*Task goal*:
Where does the string "edges" appear in the material? Copy each line that holds it.

*Data provided*:
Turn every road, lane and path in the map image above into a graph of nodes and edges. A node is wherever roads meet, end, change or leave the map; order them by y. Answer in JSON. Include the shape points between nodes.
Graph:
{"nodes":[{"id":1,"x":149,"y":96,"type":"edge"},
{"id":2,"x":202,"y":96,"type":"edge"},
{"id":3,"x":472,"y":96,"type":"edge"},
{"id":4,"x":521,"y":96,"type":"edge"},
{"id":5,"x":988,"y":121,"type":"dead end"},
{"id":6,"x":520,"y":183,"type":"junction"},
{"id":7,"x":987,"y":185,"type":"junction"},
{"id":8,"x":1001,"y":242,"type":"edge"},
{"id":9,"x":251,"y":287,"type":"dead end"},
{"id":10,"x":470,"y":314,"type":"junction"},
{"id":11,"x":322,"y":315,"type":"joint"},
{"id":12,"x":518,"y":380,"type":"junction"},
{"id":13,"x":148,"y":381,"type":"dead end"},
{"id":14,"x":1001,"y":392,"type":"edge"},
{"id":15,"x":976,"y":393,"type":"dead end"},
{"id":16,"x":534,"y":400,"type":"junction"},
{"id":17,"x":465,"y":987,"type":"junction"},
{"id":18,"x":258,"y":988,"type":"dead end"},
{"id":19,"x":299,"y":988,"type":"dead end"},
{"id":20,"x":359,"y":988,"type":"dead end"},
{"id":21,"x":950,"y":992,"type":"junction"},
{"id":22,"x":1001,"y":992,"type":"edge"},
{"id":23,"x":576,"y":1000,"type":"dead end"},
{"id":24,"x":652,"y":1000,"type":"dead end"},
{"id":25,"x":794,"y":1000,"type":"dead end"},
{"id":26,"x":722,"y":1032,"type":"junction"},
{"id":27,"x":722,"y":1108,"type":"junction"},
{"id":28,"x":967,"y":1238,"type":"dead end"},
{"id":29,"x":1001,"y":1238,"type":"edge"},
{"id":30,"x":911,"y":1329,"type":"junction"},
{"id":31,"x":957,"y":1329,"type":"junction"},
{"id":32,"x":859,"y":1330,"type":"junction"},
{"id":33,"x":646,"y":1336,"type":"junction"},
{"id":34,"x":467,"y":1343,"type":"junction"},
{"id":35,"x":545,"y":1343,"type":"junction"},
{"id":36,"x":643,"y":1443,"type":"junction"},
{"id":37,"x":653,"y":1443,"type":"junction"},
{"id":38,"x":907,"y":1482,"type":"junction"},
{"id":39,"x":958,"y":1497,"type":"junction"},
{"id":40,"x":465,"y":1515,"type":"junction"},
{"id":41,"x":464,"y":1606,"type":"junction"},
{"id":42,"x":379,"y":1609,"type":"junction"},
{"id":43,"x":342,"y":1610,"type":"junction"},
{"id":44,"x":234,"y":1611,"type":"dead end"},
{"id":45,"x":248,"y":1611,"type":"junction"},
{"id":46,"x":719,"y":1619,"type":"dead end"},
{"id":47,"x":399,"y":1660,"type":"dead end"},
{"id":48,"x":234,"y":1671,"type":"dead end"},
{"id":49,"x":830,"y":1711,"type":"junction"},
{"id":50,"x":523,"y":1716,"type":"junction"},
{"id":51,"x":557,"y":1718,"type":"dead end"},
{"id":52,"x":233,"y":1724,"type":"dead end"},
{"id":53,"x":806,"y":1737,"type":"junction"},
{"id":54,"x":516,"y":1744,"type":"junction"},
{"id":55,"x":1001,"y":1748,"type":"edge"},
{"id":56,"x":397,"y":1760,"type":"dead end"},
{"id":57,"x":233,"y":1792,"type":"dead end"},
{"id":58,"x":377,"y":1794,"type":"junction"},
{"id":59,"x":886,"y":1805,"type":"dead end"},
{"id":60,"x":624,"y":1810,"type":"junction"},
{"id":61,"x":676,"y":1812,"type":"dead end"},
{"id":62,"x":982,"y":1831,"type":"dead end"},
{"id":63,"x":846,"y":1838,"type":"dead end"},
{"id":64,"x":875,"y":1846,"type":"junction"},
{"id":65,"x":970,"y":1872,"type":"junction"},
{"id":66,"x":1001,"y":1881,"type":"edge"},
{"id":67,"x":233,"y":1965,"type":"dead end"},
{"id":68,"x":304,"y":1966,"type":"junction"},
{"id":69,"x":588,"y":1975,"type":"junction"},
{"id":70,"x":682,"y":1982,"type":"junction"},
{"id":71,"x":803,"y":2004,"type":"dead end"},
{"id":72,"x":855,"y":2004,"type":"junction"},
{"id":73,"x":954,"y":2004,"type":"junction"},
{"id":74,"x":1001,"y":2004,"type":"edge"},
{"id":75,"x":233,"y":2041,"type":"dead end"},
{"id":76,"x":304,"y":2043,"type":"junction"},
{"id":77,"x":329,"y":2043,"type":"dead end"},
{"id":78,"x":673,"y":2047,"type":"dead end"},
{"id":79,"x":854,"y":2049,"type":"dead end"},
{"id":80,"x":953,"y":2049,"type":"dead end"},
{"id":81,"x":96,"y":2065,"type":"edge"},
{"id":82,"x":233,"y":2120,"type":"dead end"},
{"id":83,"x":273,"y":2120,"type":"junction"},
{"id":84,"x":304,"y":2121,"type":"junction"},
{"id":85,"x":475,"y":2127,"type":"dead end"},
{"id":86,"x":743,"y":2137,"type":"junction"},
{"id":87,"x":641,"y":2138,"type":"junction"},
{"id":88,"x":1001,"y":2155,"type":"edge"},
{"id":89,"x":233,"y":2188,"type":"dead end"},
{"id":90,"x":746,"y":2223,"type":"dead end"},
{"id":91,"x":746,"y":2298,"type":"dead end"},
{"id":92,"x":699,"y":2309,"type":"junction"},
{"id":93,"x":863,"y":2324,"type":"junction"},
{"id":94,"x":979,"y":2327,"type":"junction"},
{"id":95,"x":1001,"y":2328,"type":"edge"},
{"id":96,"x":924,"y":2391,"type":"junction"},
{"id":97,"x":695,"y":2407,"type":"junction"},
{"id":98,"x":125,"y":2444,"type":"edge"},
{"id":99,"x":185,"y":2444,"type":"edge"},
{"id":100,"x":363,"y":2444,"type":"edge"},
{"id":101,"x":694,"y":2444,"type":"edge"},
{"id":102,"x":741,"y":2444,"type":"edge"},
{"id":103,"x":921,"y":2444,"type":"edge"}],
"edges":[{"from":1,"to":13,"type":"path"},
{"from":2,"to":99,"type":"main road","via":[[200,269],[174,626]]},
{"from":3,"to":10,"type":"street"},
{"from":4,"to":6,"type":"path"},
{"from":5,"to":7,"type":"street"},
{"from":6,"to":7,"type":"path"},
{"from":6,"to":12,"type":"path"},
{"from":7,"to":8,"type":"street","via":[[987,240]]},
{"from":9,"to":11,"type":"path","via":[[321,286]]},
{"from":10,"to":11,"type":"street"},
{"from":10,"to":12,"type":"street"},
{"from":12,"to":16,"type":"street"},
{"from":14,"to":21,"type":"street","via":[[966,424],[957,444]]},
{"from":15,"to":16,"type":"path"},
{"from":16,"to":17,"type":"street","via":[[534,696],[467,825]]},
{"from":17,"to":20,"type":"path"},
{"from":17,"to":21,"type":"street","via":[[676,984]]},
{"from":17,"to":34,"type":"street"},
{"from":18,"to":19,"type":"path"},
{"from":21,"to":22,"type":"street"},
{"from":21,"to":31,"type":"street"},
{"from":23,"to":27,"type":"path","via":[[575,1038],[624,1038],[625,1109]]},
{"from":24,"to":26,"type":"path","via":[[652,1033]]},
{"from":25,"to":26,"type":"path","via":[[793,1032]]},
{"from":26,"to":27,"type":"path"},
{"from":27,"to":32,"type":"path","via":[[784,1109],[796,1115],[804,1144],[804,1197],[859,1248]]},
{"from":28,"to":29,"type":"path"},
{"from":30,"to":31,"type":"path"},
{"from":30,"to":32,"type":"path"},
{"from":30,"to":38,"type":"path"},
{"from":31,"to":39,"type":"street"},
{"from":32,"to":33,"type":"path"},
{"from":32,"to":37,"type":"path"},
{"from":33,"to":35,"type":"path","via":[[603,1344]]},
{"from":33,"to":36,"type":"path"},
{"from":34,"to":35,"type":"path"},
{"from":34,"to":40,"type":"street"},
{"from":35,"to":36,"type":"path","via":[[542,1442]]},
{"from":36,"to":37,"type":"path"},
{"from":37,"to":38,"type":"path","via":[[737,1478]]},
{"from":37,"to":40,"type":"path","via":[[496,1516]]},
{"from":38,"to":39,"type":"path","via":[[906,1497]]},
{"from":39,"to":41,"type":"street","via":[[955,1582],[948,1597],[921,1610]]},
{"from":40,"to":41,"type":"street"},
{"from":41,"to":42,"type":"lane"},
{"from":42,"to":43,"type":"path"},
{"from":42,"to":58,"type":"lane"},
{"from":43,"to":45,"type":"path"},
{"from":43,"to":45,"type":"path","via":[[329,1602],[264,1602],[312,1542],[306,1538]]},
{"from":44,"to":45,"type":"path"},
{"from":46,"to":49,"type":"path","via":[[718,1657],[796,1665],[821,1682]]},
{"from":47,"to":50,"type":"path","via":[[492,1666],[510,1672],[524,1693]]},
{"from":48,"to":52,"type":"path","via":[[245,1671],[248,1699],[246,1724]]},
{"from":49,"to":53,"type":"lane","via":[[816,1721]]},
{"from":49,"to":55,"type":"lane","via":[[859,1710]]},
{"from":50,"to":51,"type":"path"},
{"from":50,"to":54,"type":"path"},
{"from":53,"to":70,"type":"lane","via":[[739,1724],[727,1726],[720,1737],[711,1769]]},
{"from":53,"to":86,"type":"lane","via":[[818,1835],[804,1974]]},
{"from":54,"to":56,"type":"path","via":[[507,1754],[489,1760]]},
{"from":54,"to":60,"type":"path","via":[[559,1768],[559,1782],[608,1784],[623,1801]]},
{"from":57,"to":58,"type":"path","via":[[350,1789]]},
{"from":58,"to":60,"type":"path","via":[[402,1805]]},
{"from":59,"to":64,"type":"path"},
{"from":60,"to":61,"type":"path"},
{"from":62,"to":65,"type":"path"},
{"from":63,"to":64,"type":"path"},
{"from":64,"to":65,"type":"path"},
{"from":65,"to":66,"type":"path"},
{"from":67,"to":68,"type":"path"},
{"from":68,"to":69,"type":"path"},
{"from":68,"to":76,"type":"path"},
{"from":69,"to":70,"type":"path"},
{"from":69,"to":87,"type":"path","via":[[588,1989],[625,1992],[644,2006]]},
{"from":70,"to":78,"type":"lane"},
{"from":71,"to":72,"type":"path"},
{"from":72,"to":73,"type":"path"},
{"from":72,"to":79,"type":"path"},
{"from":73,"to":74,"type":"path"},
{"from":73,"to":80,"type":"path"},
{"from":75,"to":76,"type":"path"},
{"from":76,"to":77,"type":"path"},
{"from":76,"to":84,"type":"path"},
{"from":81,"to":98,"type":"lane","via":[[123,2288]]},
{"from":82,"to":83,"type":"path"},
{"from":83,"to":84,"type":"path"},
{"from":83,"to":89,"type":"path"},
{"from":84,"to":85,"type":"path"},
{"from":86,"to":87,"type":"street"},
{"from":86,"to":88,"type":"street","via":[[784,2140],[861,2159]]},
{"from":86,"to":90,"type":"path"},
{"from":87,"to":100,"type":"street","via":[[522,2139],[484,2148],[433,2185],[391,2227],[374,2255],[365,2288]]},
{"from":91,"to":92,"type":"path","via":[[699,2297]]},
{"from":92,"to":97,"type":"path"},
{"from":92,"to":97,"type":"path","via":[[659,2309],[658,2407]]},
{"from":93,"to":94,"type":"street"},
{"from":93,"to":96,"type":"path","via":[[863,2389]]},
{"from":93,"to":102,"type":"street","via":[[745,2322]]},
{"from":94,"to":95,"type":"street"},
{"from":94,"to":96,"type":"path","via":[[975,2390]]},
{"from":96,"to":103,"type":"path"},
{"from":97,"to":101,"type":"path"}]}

*Solved exercise*:
Turn every road, lane and path in the map image above into a graph of nodes and edges. A node is wherever roads meet, end, change or leave the map; order them by y. Answer in JSON. Include the shape points between nodes.
"edges":[{"from":1,"to":13,"type":"path"},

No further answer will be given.